3.3. SDGsの遂行に向けた6つの本質的要素

66. 次の6つの本質的要素は、持続可能な開発アジェンダの普遍性、総合性および変革性といった特性から成るフレームワークを策定し、これらの特性を強化するうえで役立ち、オープン・ワーキング・グループの成果において加盟諸国から表明された意欲が翻訳され、伝達され、各国レベルで実施されることを保証する(図1)。

図1 SDGs実施のための6つの本質的要素
図1 SDGs実施のための6つの本質的要素
テキスト

尊厳:貧困根絶と格差是正

67. 2030年までの貧困根絶は、持続可能な開発アジェンダを包括する目的である。私たちは豊かな世界に暮らしており、科学の力を大いに約束された時代に生きている。しかし、地球の至るところの何億人もの人々にとっては、絶え間ない剥奪の時代でもある。
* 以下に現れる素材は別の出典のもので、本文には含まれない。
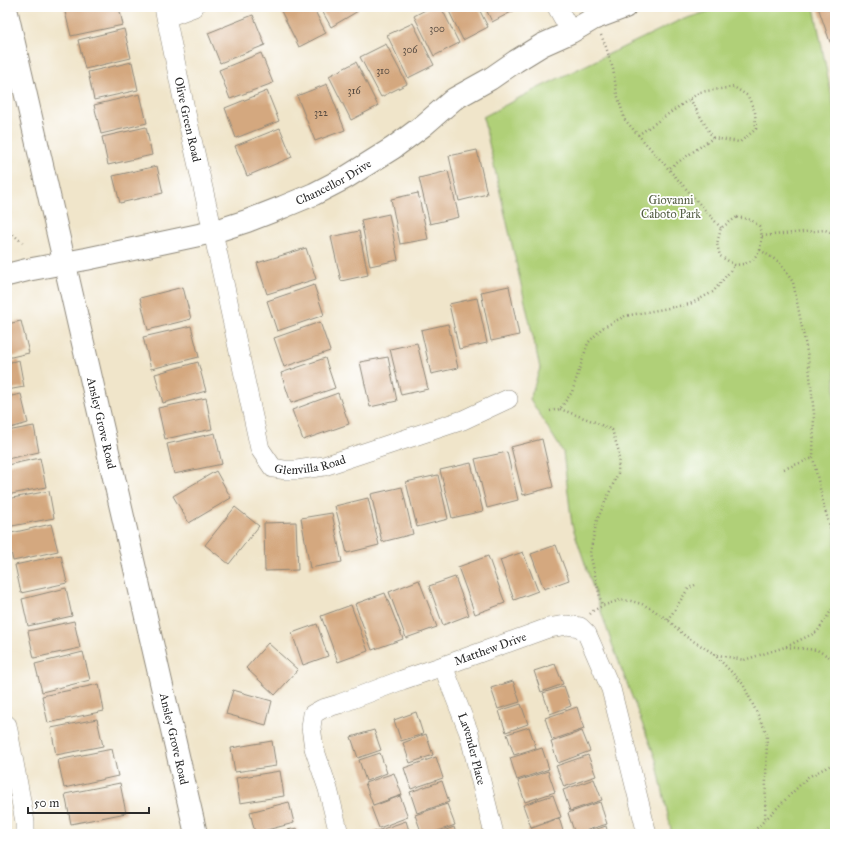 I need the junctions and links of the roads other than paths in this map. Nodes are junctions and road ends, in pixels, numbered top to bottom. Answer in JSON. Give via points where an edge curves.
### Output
{"nodes":[{"id":1,"x":194,"y":7,"type":"edge"},
{"id":2,"x":557,"y":7,"type":"edge"},
{"id":3,"x":625,"y":7,"type":"edge"},
{"id":4,"x":166,"y":12,"type":"edge"},
{"id":5,"x":7,"y":13,"type":"edge"},
{"id":6,"x":571,"y":32,"type":"junction"},
{"id":7,"x":213,"y":232,"type":"junction"},
{"id":8,"x":65,"y":263,"type":"junction"},
{"id":9,"x":7,"y":275,"type":"edge"},
{"id":10,"x":508,"y":399,"type":"dead end"},
{"id":11,"x":442,"y":666,"type":"junction"},
{"id":12,"x":7,"y":725,"type":"edge"},
{"id":13,"x":25,"y":834,"type":"edge"},
{"id":14,"x":196,"y":834,"type":"edge"},
{"id":15,"x":338,"y":834,"type":"edge"},
{"id":16,"x":494,"y":834,"type":"edge"},
{"id":17,"x":647,"y":834,"type":"edge"}],
"edges":[{"from":1,"to":4,"type":"street"},
{"from":2,"to":6,"type":"street"},
{"from":3,"to":6,"type":"street","name":"Chancellor Drive","via":[[593,19]]},
{"from":4,"to":7,"type":"street","name":"Olive Green Road"},
{"from":5,"to":8,"type":"street","name":"Ansley Grove Road"},
{"from":6,"to":7,"type":"street","name":"Chancellor Drive","via":[[542,45],[454,99],[393,148],[345,178],[283,207]]},
{"from":7,"to":8,"type":"street","name":"Chancellor Drive"},
{"from":7,"to":10,"type":"street","name":"Glenvilla Road","via":[[260,449],[273,468],[297,470],[324,466],[463,420]]},
{"from":8,"to":9,"type":"street","name":"Chancellor Drive"},
{"from":8,"to":14,"type":"street","name":"Ansley Grove Road"},
{"from":11,"to":15,"type":"street","name":"Matthew Drive","via":[[313,714],[311,727],[314,748],[328,789]]},
{"from":11,"to":16,"type":"street","name":"Lavender Place","via":[[469,733]]},
{"from":11,"to":17,"type":"street","name":"Matthew Drive","via":[[548,628],[567,625],[580,627],[587,634],[611,689]]},
{"from":12,"to":13,"type":"street"}]}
現代を特徴づける課題は、すべての人々に対し尊厳ある生を確保するという決意と、貧困が根強く残り、不平等が拡大しているという現実との間にあるギャップを埋めることである。

68. 近年は重要な進捗がみられたものの、ジェンダー不平等への対処と女性の権利の実現は、世界の全地域において依然、大きな課題となっている。今こそ、当該社会の構成員全体、特に若者が開発に参加し、寄与し、受益することから排除されるならば、潜在能力を十分に発揮できる社会は皆無であることを認識すべきである。不平等の他の側面は根強く残っており、悪化している場合さえある。特に所得格差は、より大きくかつ複雑な課題の最もよく目に見える側面のひとつである。これは、世界全体で取り組まなければならない普遍的な課題である。アジェンダは、女性、若者およびマイノリティの声を吸い上げ、土地の人々による十分な情報を得た上での事前の同意を追求し、障がい者、高齢者、青少年が完全な参加を果たすうえでの障害を取り除き、貧困層へ力を与えなければならない。そこから移住者、難民、避難民や紛争・占領下の人々を排除してはならない。

人々:健康な生活と知識、及び、女性と子どもの包括

69. 何百万人もの人々、特に女性および子どもが、未だ終わっていないMDGs達成に向けた取り組みの中で取り残されてきた。女性、若者および子どもにあらゆる保健サービスへのアクセスを確保しなければならない。女性および女子への暴力や搾取は、いかなるものも許さないと保証しなければならない。女性および女子は、金融サービスへの平等なアクセスおよび土地や他の資産を所有する権利を持たなければならない。すべての青少年には、教育の権利があり、学ぶうえでの安全な環境が確保されなければならない。人間開発は、人権を尊重することでもある。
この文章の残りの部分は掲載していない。